The cut command is used to display “sections” of data. Important options include the following:

Option Description
-b Used to define a section to print by bytes.
-c Used to define a section to print by characters.
-d Used to specify a delimiter character (used with the -f option).
-f Used to specify which fields to display.

Example using fields:

[student@localhost ~]$ head -2 /etc/passwd
root:x:0:0:root:/root:/bin/bash
bin:x:1:1:bin:/bin:/sbin/nologin
[student@localhost ~]$ head -2 /etc/passwd | cut -d: -f1,7
root:/bin/bash
bin:/sbin/nologin

Example using characters:

[student@localhost ~]$ ls -l /etc/passwd
-rw-r--r--. 1 root root 2607 Nov 3 10:15 /etc/passwd
[student@localhost ~]$ ls -l /etc/passwd | cut -c1-10,42-
-rw-r--r-- /etc/passwd

expand

The expand command converts tabs into spaces. Use the -t option to specify how many spaces to insert in place of each tab.

Example:

[student@localhost ~]$ cat -T sample.txt
Example:^IOne
Test:^I^ITwo
[student@localhost ~]$ expand -t 4 sample.txt
Example:    One
Test:       Two
[student@localhost ~]$ expand -t 8 sample.txt
Example:      One
Test:         Two

fmt

The fmt command performs simple formatting of text data. Important options include the following:

Option Description
-u Changes the document so there is only one space between each word and two spaces after each sentence.
-w Used to specify the maximum number of characters in each line.

Example:

[student@localhost ~]$ cat data.txt
pam_motd — Display the motd file

DESCRIPTION

pam_motd is a PAM module that can be used to display arbitrary motd
(message of the day) files after a successful login. By default
the /etc/motd file is shown. The message size is limited to 64KB.

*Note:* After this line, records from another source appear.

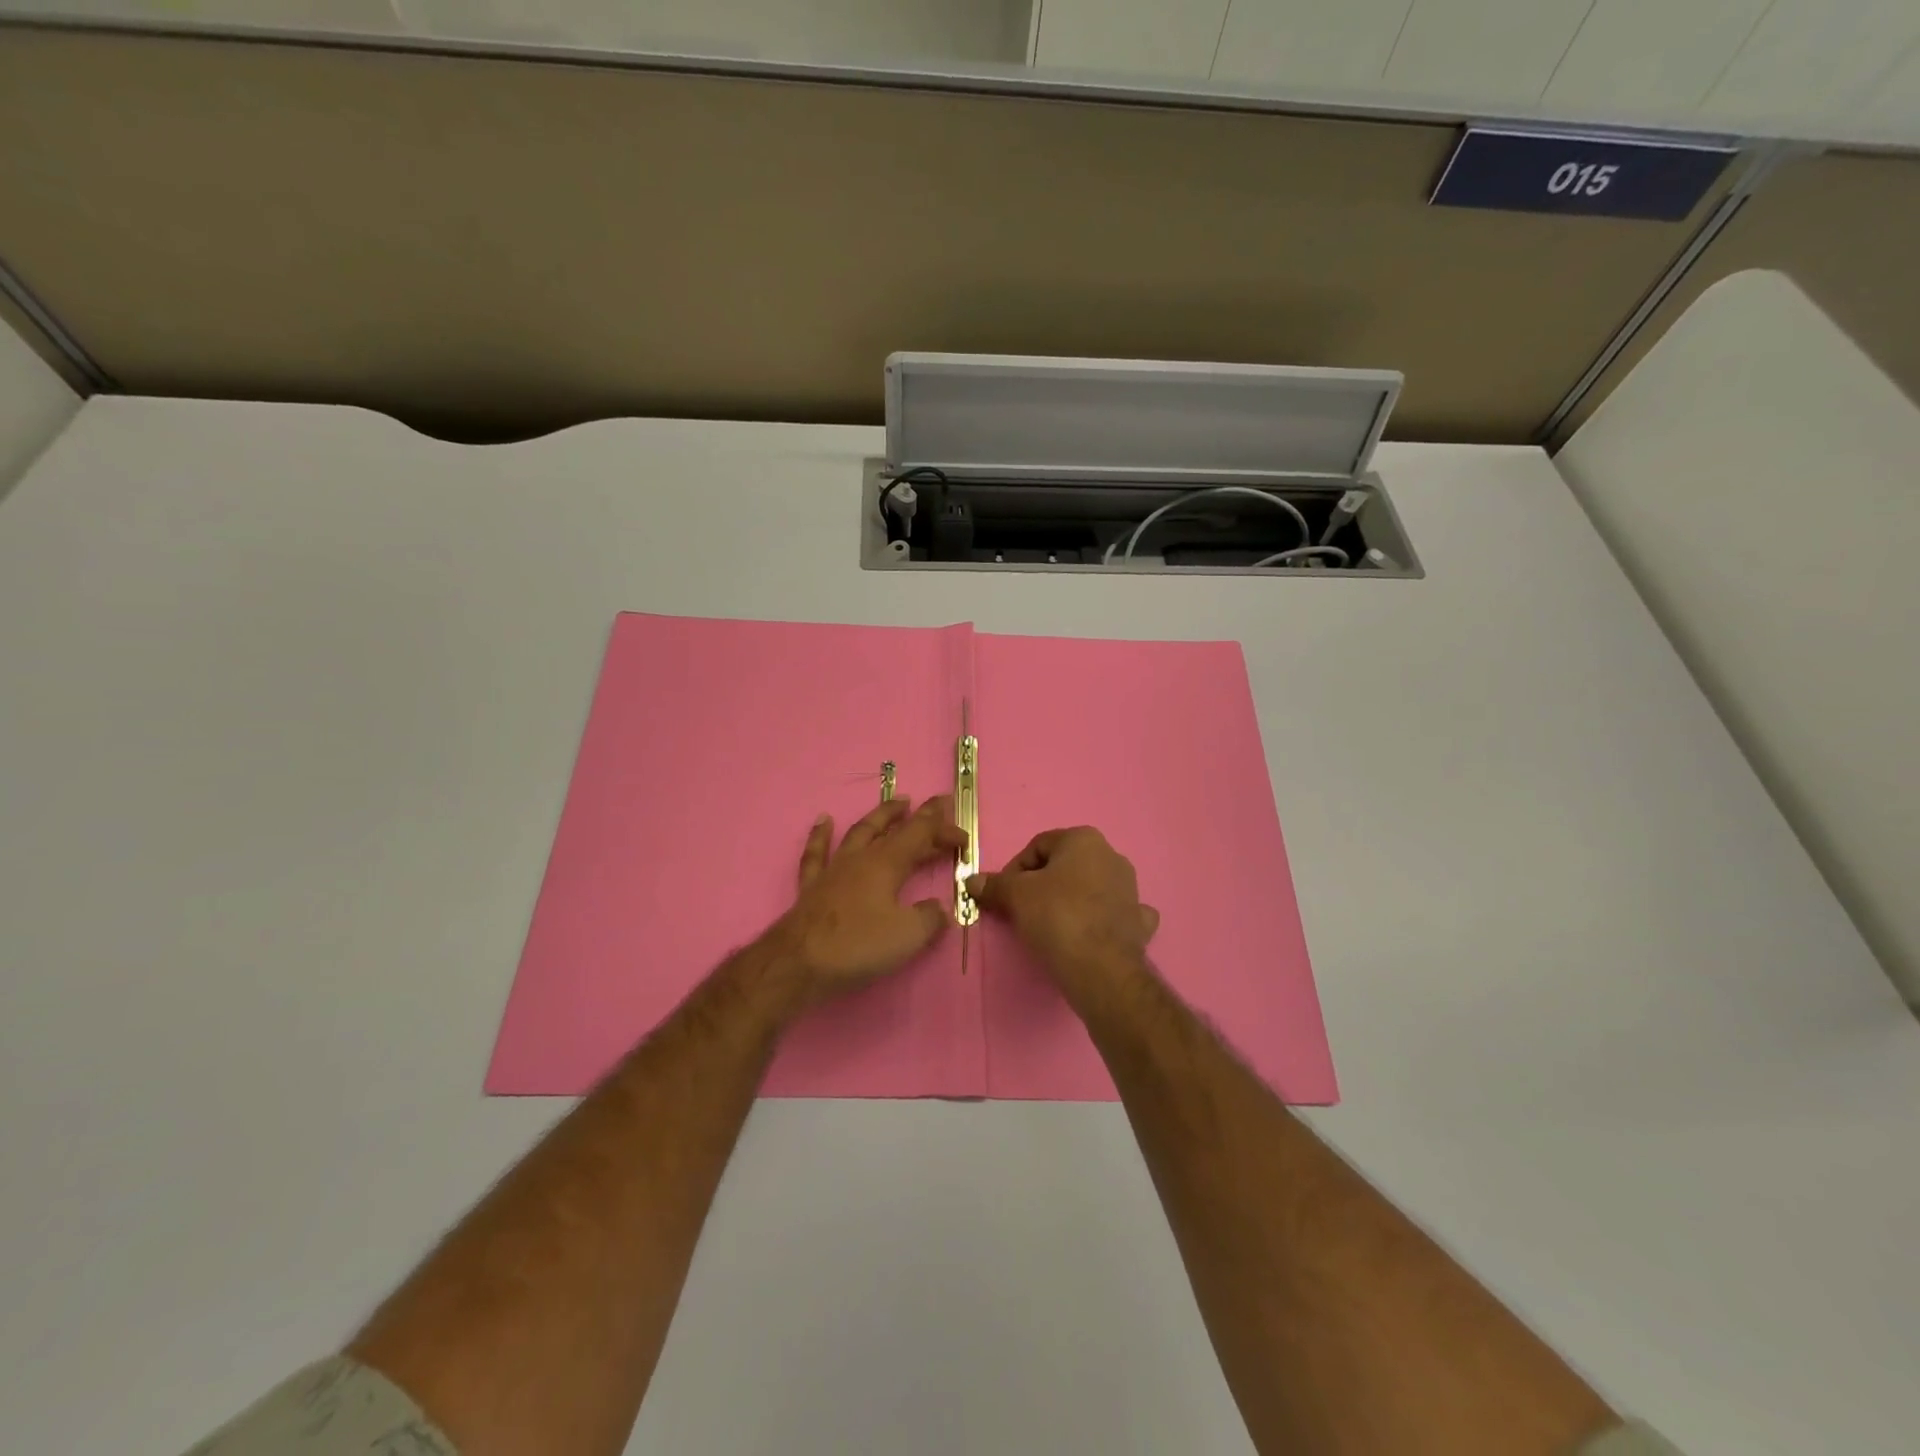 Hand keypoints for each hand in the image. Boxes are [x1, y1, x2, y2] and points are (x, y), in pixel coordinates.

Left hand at [773, 796, 967, 1006]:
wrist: (798, 962)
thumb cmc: (857, 945)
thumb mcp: (908, 936)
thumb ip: (929, 918)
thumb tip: (938, 909)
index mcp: (886, 863)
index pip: (920, 835)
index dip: (943, 830)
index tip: (963, 836)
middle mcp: (861, 858)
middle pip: (893, 828)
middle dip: (917, 816)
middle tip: (936, 805)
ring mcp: (834, 869)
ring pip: (859, 832)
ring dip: (880, 816)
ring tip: (896, 802)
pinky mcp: (813, 886)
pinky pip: (817, 852)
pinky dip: (821, 835)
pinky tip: (824, 821)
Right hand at [968, 827, 1159, 998]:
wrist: (1101, 968)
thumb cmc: (1057, 917)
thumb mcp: (1016, 896)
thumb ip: (994, 885)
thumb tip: (971, 881)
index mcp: (1084, 839)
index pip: (1038, 845)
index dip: (1015, 869)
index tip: (1004, 893)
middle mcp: (1112, 856)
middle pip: (1065, 865)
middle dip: (1043, 883)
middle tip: (1023, 909)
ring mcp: (1131, 889)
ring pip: (1091, 887)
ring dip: (1072, 899)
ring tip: (1051, 925)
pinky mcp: (1140, 921)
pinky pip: (1115, 913)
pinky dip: (1102, 920)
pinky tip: (1091, 934) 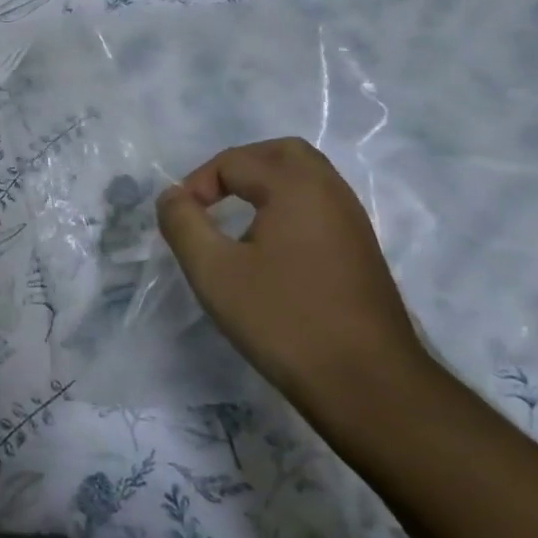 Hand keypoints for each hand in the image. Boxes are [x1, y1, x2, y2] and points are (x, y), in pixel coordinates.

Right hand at [155, 138, 429, 421]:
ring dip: (263, 186)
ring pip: (305, 179)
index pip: (235, 162)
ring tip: (232, 219)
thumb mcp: (213, 270)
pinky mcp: (360, 252)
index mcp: (297, 187)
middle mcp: (331, 193)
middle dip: (238, 166)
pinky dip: (285, 208)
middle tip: (209, 197)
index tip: (180, 220)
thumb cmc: (283, 319)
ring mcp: (352, 223)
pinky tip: (265, 247)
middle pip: (282, 153)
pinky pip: (317, 206)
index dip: (197, 184)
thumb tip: (171, 197)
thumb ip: (182, 224)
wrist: (366, 384) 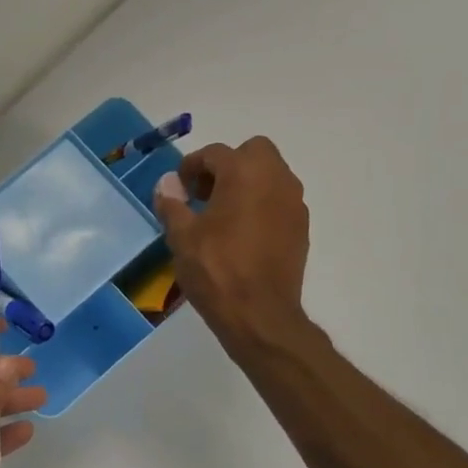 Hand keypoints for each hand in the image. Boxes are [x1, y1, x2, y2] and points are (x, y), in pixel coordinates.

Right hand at [154, 136, 311, 355]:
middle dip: (227, 166)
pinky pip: (278, 201)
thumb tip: (167, 183)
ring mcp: (294, 203)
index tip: (178, 188)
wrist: (259, 314)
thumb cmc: (215, 269)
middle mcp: (276, 179)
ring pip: (270, 176)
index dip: (191, 166)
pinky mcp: (300, 227)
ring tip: (221, 215)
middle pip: (253, 153)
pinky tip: (241, 234)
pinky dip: (260, 205)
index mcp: (244, 173)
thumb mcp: (181, 236)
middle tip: (204, 194)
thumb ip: (172, 203)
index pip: (215, 153)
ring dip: (246, 184) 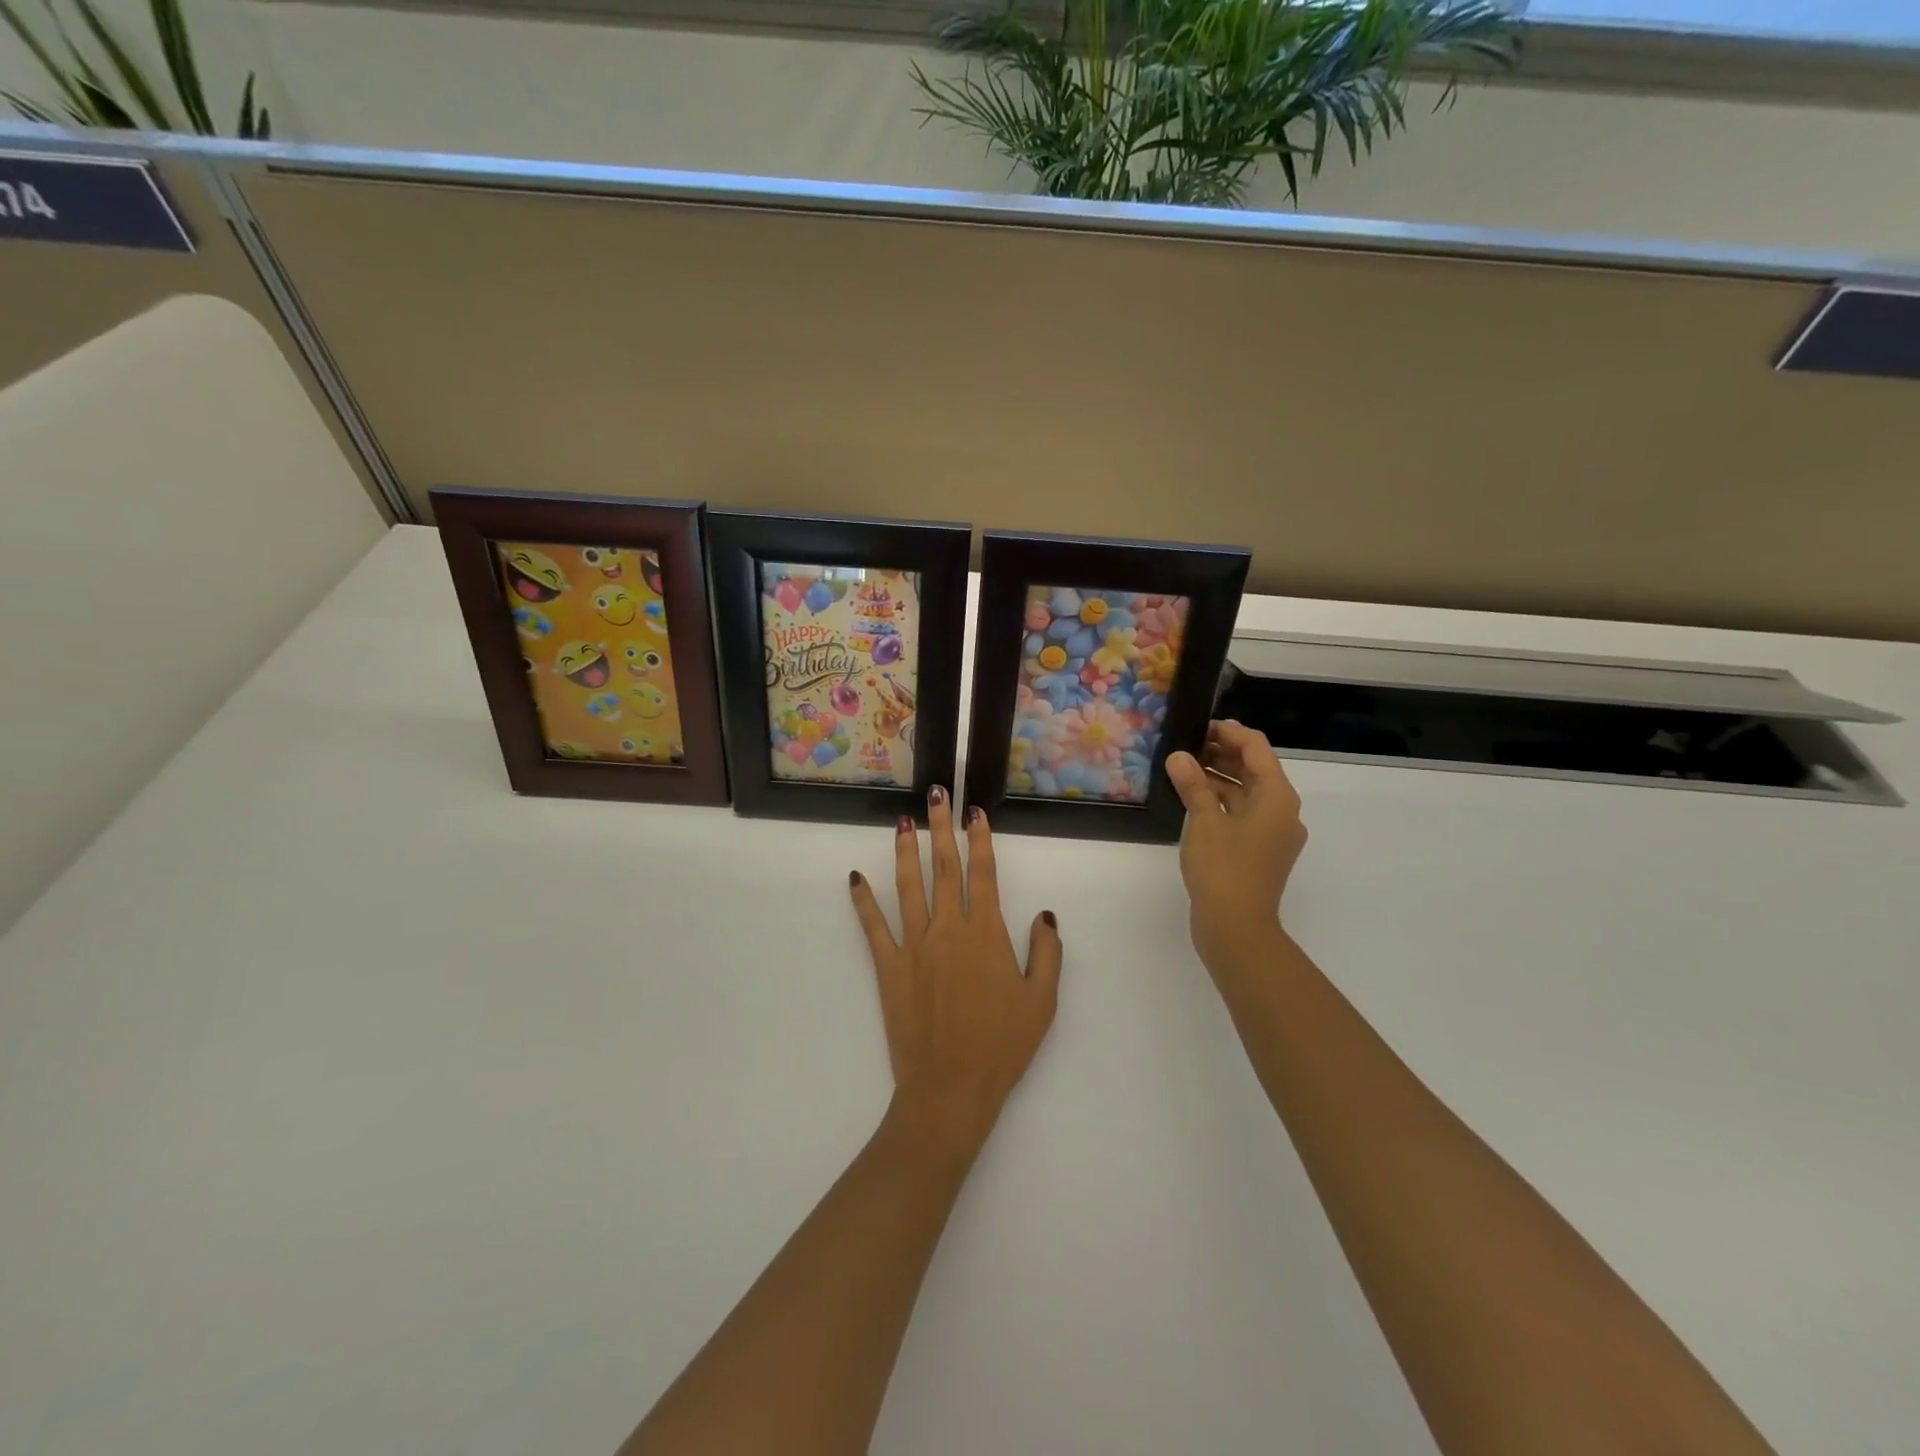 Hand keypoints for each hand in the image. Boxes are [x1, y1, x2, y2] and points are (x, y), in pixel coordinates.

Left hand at [849, 788, 1062, 1148]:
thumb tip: (1044, 915)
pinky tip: (855, 878)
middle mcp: (948, 928)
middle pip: (943, 867)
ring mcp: (914, 945)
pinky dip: (863, 900)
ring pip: (908, 886)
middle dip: (940, 828)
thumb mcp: (1041, 1002)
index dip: (979, 840)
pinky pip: (873, 926)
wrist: (951, 1088)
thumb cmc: (1001, 1046)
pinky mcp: (888, 966)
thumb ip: (1046, 953)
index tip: (974, 813)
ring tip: (902, 821)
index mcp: (985, 933)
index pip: (983, 874)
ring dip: (905, 850)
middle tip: (935, 795)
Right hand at [1165, 720, 1306, 979]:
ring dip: (1219, 777)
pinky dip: (1221, 801)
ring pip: (1247, 792)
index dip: (1229, 732)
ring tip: (1183, 768)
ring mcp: (1273, 833)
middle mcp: (1282, 811)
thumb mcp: (1204, 821)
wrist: (1237, 927)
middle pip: (1255, 769)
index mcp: (1278, 797)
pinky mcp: (1260, 850)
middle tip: (1185, 745)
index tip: (1199, 725)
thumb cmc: (1224, 868)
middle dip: (1222, 754)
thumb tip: (1179, 756)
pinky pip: (1242, 813)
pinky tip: (1192, 798)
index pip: (1256, 748)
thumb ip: (1193, 784) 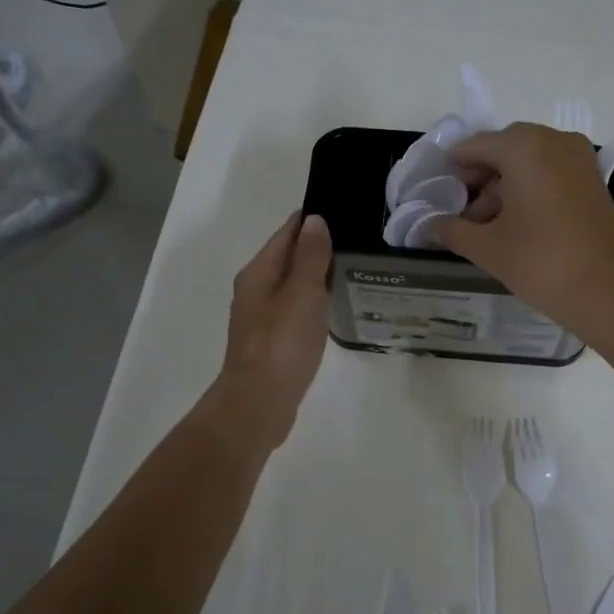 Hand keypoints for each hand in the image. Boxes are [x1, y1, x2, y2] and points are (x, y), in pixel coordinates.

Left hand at [213, 211, 332, 447]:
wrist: (260, 401)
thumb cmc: (282, 342)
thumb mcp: (302, 293)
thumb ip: (310, 257)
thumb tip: (314, 220)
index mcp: (258, 272)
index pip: (287, 233)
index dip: (313, 220)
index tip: (345, 212)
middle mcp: (254, 290)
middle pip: (288, 258)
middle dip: (317, 248)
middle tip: (359, 241)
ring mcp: (262, 318)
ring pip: (292, 286)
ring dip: (316, 277)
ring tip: (353, 271)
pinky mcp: (272, 343)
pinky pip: (295, 311)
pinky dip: (313, 304)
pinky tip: (333, 309)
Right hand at [437, 124, 613, 339]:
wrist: (610, 291)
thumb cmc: (541, 262)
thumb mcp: (487, 248)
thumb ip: (452, 230)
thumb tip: (428, 226)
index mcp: (523, 147)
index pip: (474, 146)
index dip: (452, 169)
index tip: (437, 194)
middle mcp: (553, 141)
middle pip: (504, 150)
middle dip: (480, 179)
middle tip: (462, 214)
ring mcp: (579, 160)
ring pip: (529, 163)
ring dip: (504, 188)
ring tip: (486, 228)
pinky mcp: (593, 182)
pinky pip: (551, 175)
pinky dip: (530, 192)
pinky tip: (517, 227) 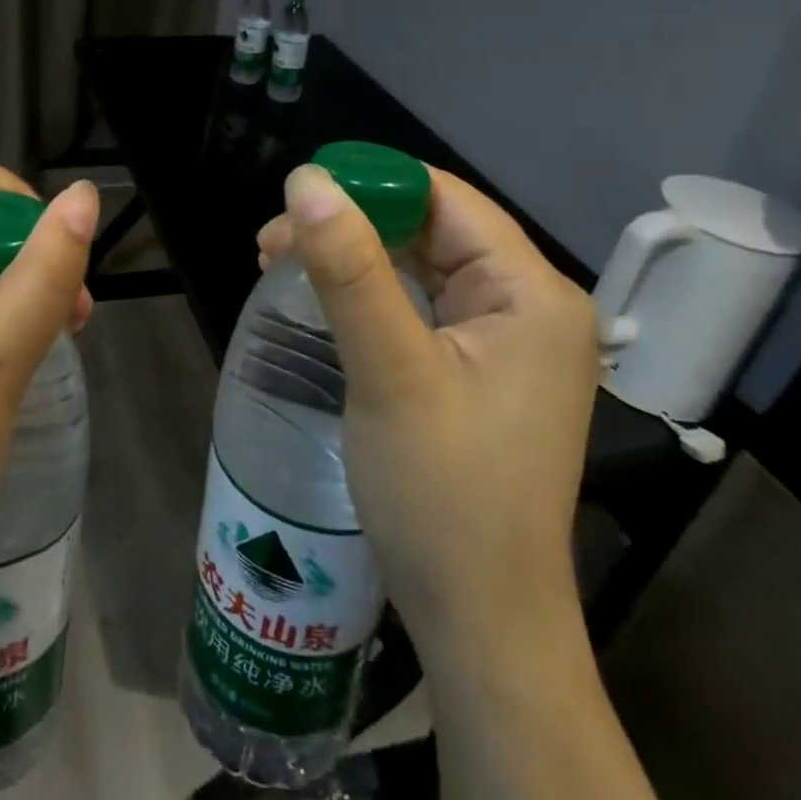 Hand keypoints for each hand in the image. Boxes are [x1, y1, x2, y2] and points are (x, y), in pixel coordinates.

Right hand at [257, 164, 597, 642]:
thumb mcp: (390, 371)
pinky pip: (418, 305)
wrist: (478, 618)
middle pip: (430, 228)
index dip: (368, 183)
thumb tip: (306, 181)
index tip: (293, 197)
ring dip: (350, 257)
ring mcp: (504, 340)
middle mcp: (527, 305)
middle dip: (348, 224)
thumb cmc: (443, 494)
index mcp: (530, 292)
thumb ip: (349, 269)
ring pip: (419, 265)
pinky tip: (321, 298)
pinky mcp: (477, 369)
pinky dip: (366, 293)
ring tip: (276, 262)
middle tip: (270, 242)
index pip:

[student@localhost ~]$ fmt -w 40 data.txt
pam_motd — Display the motd file

DESCRIPTION

pam_motd is a PAM module that can be
used to display arbitrary motd (message
of the day) files after a successful
login. By default the /etc/motd file
is shown. The message size is limited
to 64KB.

head

The head command displays the top part of text data. By default, the top ten lines are displayed. Use the -n option to display a different number of lines:

[student@localhost ~]$ ls -l | head -3
total 12
drwxrwxr-x. 2 student student  6 Aug 22 16:51 book
drwxrwxr-x. 2 student student  6 Aug 22 16:51 class

join

The join command merges files into a single file by using a common field. The two files must already be sorted on the common field before the join command is run. See Figure 10.1 for an example.

10fig01.jpg

Figure 10.1 Using the join Command

less

The less command is used to display large chunks of text data. Unlike the cat command, the less command will pause after displaying the first page of information. Keys on the keyboard allow the user to scroll through the document. The following table highlights the more useful movement keys:

Movement Key Description
h Displays a help screen (summary of the less command movement keys).
SPACEBAR Move forward one page in the current document.
b Move back one page in the current document.
ENTER Move down one line in the current document; the down-arrow key can also perform this operation.
UP ARROW Move up one line in the current document.
/term Search the document for term (this can be a regular expression or just plain text).
q Quit viewing the document and return to the shell.

nl

The nl command displays a file with numbered lines.

od

The od command “dumps” files into either octal format or another format. By default, it converts data into octal format:

[student@localhost ~]$ more people.txt
1 tom
2 nick
3 sue
4 tim
[student@localhost ~]$ od people.txt
0000000 020061 067564 005155 020062 064556 065543 031412 071440
0000020 062565 032012 072040 066551 000012
0000031

Important options include the following:

Option Description
-t Used to specify the output format: “d” for decimal, “f” for floating point, and “x” for hexadecimal.
-N x Limits the output to x number of bytes.

paste

The paste command is used to merge files together. See Figure 10.2 for an example.

10fig02.jpg

Figure 10.2 Using the paste Command

Use the -d option to specify the output delimiter (the default is a tab character).

pr

The pr command is used to perform changes to text before it’s sent to a printer. Important options include the following:

Option Description
-l Used to indicate how many lines appear per page of output (for example, pr -l 44 file.txt).
-t Suppresses the page header; the header includes a timestamp and the page number.
-d Double-space the output.
-o Used to specify the indent value (for example, pr -o 8 file.txt).
-w Used to specify the maximum width (number of characters) of each line.

sed

Use the sed utility to make automated modifications to files. The basic format for the sed command is sed 's/RE/string/' file.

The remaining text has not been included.